• _Prompt_
Beneath this instruction is a listing. Transcribe from it only the stretch from the line with "thumb ip: (213, 304)" through the line with "thumb cmc: (122, 213)", both end lines included, exactly as written.

• _Extracted material_
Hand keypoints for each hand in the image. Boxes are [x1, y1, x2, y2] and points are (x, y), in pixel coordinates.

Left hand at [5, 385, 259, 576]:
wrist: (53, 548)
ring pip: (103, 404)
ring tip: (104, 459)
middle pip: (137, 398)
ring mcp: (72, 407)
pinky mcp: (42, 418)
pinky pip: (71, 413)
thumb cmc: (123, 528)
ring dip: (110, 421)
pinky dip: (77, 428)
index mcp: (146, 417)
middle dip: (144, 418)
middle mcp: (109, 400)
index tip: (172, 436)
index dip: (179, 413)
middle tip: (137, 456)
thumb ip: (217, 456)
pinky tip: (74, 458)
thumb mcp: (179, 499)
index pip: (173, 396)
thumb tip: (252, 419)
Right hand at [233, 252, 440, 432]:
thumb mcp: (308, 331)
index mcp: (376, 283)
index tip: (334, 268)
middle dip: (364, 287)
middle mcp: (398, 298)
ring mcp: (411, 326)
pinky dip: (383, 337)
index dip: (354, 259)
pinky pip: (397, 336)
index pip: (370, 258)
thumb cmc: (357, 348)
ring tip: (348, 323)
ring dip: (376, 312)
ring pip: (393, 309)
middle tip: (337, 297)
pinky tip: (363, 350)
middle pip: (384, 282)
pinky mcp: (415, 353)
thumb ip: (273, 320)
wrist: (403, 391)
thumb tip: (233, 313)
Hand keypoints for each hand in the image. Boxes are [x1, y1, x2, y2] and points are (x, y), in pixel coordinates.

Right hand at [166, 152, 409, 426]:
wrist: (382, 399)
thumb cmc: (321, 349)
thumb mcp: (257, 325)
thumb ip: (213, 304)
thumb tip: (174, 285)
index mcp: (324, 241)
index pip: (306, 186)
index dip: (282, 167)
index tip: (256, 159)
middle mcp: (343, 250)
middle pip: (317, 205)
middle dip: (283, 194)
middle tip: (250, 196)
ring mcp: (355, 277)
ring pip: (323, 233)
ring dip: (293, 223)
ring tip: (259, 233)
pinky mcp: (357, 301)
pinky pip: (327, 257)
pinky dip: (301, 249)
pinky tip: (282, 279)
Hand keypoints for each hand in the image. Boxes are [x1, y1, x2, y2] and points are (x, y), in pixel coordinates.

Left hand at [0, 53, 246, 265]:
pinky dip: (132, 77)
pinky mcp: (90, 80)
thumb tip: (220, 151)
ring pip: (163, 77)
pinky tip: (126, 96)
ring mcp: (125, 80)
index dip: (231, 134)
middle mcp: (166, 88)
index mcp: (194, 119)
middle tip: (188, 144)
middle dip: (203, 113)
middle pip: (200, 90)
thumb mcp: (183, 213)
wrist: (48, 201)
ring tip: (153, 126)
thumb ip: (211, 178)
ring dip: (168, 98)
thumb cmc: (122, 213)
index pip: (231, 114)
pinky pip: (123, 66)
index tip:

• _Written reply_
thumb ip: (213, 304)
thumb tip: (174, 285)
index mcp: (324, 241)
index pip: (306, 186)
index dip: (282, 167)
index tip: (256, 159)
middle mcp: (343, 250)
middle pip: (317, 205)
middle dip: (283, 194)
middle tip: (250, 196)
ring mcp: (355, 277)
ring pip: (323, 233)
ring dip: (293, 223)
ring tip: (259, 233)
pinky mcp: (357, 301)
pinky pip: (327, 257)
pinky dip: (301, 249)
pinky tip: (282, 279)
Hand keypoints for each hand in the image. Boxes are [x1, y1, x2, y2] and points are (x, y), in pixel coordinates.

Left hand at [0, 53, 246, 265]:
pinky dip: (132, 77)
pinky mcp: (90, 80)
thumb tip: (220, 151)
ring pip: (163, 77)
pinky tip: (126, 96)
ring mcp: (125, 80)
index dip: (231, 134)
middle mcp: (166, 88)
index mcp: (194, 119)
middle tip: (188, 144)
middle dip: (203, 113)
middle pip: (200, 90)
thumb mcp: (183, 213)
wrist: (48, 201)
ring tip: (153, 126)
thumb ip: (211, 178)
ring dip: (168, 98)
thumb cmc: (122, 213)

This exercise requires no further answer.